START Material for the task

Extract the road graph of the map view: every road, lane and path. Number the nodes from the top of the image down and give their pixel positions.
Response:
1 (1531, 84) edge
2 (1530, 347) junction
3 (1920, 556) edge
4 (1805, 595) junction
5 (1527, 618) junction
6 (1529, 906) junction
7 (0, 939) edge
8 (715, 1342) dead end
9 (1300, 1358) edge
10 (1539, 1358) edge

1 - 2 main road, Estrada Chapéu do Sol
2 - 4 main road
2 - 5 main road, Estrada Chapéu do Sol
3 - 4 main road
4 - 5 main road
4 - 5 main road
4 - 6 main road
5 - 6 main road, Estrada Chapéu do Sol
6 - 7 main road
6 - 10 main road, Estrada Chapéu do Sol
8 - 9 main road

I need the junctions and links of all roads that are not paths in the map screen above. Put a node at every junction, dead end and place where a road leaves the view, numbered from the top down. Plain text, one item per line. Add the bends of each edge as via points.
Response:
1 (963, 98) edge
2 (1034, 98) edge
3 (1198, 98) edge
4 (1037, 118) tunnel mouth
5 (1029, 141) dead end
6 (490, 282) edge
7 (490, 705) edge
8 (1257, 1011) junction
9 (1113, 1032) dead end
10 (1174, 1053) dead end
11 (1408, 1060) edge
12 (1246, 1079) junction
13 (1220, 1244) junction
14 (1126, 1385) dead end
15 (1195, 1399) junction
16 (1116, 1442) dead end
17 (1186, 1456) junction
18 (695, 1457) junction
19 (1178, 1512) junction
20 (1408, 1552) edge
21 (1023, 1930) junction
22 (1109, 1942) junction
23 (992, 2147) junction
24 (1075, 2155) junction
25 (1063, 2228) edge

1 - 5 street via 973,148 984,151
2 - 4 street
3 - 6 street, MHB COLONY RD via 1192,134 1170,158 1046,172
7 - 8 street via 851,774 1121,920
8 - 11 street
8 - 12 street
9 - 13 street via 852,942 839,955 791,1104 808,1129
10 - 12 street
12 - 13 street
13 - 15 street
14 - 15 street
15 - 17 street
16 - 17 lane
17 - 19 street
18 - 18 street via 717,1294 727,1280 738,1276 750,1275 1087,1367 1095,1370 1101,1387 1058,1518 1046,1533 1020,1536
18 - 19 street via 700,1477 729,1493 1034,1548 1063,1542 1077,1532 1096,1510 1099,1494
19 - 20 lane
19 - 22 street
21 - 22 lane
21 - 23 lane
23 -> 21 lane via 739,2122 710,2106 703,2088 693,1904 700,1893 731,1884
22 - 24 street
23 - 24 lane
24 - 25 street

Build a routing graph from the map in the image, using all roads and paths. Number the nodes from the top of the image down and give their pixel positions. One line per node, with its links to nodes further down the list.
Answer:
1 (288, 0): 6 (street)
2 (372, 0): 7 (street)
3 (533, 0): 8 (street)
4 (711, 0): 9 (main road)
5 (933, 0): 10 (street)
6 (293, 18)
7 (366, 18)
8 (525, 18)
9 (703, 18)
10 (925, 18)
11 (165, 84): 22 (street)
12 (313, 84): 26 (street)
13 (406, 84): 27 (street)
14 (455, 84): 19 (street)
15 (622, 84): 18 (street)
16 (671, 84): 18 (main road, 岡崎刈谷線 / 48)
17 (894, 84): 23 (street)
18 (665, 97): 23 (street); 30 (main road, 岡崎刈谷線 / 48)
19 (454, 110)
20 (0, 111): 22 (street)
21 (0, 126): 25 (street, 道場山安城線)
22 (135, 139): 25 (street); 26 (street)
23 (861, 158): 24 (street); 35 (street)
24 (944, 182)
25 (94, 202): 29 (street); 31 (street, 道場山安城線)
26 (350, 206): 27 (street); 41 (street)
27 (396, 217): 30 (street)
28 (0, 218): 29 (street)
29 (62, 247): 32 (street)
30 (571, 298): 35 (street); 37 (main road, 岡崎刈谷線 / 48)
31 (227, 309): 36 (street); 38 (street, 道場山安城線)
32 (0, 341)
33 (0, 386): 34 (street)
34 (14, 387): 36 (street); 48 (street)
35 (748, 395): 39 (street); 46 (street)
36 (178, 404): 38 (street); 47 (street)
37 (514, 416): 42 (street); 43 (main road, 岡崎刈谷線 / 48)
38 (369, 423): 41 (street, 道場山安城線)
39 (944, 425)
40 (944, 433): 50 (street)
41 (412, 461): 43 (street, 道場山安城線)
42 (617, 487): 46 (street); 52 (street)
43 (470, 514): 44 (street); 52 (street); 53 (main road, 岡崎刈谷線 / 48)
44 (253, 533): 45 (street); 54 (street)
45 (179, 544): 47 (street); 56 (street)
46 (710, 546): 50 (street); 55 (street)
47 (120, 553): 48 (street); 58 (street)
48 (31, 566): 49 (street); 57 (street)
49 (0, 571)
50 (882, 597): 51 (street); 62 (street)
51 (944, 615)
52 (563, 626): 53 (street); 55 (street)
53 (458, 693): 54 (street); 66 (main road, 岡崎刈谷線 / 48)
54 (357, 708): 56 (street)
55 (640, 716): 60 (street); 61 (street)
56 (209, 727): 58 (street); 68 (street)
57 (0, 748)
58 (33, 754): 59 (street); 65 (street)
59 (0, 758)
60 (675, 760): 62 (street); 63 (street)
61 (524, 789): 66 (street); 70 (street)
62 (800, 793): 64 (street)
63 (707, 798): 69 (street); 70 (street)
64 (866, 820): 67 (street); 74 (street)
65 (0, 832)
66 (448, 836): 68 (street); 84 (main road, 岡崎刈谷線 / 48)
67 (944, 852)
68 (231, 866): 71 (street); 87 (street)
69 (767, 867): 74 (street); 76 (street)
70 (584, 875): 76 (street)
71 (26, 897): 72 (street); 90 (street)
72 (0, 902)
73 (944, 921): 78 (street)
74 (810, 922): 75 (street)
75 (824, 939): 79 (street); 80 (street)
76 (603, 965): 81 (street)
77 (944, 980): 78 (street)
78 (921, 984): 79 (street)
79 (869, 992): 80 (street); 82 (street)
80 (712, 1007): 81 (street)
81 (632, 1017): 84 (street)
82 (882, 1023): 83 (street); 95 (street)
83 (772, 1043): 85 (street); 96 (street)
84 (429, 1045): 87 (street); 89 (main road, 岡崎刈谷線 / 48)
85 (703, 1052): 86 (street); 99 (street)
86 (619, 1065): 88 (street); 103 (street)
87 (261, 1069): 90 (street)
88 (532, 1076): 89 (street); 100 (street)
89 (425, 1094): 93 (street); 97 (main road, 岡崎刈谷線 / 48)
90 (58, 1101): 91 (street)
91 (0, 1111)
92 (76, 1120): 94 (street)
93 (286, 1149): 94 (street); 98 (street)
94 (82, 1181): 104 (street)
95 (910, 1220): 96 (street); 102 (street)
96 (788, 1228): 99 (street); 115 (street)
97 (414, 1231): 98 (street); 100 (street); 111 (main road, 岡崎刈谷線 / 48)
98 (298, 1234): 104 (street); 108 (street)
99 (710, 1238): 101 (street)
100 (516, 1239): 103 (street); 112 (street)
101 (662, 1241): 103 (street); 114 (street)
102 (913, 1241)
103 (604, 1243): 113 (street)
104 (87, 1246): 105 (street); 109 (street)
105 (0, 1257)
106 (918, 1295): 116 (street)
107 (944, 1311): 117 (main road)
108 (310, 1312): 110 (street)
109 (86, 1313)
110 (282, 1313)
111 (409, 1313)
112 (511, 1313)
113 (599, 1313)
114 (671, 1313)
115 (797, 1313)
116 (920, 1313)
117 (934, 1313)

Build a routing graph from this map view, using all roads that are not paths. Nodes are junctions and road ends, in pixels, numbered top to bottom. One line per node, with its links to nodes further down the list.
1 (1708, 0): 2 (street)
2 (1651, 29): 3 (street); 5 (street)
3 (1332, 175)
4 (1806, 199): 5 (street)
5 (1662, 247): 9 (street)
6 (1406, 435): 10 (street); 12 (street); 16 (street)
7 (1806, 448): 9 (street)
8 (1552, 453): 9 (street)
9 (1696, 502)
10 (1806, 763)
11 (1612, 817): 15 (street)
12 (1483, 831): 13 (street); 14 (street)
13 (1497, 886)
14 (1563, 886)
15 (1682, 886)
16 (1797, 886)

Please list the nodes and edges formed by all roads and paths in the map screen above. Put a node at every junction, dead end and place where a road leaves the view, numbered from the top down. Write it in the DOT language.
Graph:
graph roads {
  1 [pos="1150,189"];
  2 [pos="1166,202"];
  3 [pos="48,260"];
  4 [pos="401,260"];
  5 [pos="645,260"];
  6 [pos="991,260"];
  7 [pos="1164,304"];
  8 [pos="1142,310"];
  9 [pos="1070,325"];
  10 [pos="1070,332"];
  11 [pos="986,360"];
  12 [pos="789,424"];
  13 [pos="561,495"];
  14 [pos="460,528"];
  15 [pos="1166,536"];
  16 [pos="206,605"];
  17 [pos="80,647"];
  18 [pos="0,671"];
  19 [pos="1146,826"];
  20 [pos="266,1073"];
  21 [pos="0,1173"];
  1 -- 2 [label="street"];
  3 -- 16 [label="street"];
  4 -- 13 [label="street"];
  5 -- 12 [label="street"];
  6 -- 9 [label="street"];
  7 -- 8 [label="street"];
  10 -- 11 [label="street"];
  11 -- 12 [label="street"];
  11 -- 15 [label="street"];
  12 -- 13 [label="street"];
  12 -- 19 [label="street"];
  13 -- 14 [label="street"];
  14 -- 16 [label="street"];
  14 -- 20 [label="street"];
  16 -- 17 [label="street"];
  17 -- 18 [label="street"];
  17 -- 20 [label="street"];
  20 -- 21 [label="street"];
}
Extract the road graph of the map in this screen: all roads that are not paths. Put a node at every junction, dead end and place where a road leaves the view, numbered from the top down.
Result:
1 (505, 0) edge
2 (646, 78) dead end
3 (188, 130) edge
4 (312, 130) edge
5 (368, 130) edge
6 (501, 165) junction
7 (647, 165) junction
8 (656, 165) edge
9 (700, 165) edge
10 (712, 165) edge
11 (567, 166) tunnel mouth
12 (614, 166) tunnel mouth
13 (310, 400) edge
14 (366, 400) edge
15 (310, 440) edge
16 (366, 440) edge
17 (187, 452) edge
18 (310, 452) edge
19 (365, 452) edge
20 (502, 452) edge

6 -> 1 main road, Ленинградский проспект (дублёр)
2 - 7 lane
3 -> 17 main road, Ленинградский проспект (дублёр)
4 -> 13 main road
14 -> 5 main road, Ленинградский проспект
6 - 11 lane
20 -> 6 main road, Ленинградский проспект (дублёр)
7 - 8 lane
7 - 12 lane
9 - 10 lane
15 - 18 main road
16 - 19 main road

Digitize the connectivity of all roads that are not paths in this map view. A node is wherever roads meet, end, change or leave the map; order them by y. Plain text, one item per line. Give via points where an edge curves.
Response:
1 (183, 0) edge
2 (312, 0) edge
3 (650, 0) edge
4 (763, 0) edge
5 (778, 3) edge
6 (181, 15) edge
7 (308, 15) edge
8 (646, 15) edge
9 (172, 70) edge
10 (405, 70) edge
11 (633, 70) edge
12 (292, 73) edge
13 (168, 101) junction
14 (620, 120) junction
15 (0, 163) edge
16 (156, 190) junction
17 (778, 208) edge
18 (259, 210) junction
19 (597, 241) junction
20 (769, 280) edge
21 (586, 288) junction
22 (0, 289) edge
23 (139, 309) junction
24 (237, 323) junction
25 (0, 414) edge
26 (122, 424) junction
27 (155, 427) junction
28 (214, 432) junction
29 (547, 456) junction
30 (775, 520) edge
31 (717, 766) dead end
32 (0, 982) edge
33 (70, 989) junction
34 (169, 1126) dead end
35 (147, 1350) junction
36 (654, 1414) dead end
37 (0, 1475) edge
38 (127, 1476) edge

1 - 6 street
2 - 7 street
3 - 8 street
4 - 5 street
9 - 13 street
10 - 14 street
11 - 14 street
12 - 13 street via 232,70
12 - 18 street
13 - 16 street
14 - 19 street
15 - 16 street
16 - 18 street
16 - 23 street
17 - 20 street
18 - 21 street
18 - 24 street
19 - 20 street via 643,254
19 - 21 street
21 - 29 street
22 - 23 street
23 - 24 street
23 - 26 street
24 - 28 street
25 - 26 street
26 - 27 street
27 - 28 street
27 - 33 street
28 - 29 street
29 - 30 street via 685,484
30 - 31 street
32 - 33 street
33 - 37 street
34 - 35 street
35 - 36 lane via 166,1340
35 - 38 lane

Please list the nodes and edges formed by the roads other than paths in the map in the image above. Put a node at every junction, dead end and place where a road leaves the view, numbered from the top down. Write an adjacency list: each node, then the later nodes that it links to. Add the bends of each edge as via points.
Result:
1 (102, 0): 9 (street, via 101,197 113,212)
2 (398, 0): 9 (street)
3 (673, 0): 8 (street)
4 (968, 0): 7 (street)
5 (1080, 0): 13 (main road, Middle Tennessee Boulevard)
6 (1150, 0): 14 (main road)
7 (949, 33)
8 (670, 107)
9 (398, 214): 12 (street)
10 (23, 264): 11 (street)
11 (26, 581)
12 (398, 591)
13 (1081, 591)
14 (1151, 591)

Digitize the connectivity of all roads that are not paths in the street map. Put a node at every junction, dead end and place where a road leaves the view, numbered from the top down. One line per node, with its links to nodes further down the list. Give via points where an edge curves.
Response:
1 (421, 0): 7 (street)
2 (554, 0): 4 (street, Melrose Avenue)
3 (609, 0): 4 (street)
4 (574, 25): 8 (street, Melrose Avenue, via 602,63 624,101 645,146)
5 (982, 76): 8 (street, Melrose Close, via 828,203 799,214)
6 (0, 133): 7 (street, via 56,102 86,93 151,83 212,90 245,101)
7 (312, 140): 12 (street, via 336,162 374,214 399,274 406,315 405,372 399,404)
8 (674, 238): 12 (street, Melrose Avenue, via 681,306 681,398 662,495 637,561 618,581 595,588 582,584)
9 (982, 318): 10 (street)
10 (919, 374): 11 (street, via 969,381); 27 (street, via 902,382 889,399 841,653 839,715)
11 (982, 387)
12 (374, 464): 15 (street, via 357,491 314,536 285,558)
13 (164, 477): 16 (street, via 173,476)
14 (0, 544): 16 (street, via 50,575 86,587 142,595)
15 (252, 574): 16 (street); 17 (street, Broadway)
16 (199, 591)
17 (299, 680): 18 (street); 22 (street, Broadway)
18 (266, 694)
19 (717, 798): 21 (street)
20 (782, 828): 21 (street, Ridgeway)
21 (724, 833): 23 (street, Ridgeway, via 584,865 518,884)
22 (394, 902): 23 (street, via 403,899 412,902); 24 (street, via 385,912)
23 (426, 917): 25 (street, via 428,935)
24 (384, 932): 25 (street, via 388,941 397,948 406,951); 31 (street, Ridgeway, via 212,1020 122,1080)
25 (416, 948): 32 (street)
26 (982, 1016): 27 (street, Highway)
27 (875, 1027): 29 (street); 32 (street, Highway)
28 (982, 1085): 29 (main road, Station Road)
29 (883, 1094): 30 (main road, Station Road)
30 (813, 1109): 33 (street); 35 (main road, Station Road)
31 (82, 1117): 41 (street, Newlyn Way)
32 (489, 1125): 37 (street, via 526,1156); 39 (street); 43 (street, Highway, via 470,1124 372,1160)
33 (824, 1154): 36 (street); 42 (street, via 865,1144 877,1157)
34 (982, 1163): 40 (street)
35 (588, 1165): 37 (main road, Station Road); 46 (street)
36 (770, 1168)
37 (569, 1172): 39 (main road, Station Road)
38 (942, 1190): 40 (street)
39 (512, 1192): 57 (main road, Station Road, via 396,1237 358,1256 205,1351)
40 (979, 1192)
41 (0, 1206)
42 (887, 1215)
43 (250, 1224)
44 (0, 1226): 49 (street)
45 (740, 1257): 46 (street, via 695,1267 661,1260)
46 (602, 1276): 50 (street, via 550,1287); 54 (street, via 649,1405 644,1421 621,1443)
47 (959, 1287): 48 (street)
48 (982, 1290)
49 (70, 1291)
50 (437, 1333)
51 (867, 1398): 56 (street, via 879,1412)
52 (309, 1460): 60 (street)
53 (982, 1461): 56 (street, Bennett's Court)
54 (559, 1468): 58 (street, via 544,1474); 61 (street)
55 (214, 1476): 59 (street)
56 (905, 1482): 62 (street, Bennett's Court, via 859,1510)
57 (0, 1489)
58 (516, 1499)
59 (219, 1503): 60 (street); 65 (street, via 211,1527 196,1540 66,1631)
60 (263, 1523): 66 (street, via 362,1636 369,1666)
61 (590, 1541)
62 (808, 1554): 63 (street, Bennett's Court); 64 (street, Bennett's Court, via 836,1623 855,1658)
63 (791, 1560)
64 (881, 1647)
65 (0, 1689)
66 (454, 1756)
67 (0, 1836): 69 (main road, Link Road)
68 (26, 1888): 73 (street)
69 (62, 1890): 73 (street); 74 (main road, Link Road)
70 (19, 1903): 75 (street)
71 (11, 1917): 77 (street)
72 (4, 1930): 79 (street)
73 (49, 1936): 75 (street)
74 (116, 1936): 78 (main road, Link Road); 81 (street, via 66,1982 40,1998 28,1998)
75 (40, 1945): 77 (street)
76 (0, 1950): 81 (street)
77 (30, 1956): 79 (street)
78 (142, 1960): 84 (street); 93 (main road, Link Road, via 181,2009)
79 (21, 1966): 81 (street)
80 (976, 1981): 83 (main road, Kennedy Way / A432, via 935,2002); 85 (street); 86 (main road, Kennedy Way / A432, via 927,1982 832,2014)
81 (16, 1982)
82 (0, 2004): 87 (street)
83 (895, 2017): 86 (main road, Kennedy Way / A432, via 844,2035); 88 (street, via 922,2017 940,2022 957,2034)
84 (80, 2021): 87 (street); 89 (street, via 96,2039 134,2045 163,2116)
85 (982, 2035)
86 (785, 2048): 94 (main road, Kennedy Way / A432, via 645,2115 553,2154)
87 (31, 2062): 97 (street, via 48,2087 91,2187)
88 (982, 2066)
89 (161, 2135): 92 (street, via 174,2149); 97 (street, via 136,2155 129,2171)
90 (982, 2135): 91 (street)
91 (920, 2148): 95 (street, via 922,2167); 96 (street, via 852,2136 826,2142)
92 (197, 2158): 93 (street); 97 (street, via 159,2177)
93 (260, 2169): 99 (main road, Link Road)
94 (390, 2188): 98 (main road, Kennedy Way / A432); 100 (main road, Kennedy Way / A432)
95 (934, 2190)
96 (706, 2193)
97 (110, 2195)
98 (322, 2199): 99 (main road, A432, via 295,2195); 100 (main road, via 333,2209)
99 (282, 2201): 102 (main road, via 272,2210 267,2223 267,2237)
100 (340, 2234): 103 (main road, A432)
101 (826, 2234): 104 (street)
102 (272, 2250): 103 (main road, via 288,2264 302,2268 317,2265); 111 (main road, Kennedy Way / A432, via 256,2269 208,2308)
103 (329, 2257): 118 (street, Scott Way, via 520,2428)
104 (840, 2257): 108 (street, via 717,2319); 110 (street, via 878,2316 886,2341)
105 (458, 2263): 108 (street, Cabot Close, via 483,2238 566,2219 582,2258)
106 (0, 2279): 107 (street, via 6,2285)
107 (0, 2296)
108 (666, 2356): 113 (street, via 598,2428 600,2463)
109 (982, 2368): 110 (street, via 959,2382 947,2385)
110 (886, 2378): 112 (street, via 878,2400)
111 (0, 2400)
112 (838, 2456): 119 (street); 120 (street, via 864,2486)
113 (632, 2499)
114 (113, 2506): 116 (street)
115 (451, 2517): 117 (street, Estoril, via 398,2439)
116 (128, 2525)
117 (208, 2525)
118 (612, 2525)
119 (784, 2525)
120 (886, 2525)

END Material for the task

Your answer should be each line from the preceding material in which the word "item" occurs.

-- Output of the exercise --
I need the junctions and links of all roads that are not paths in the map screen above. Put a node at every junction, dead end and place where a road leaves the view, numbered from the top down. Plain text, one item per line. Add the bends of each edge as via points.
Digitize the connectivity of all roads that are not paths in this map view. A node is wherever roads meet, end, change or leave the map; order them by y. Plain text, one item per line. Give via points where an edge curves.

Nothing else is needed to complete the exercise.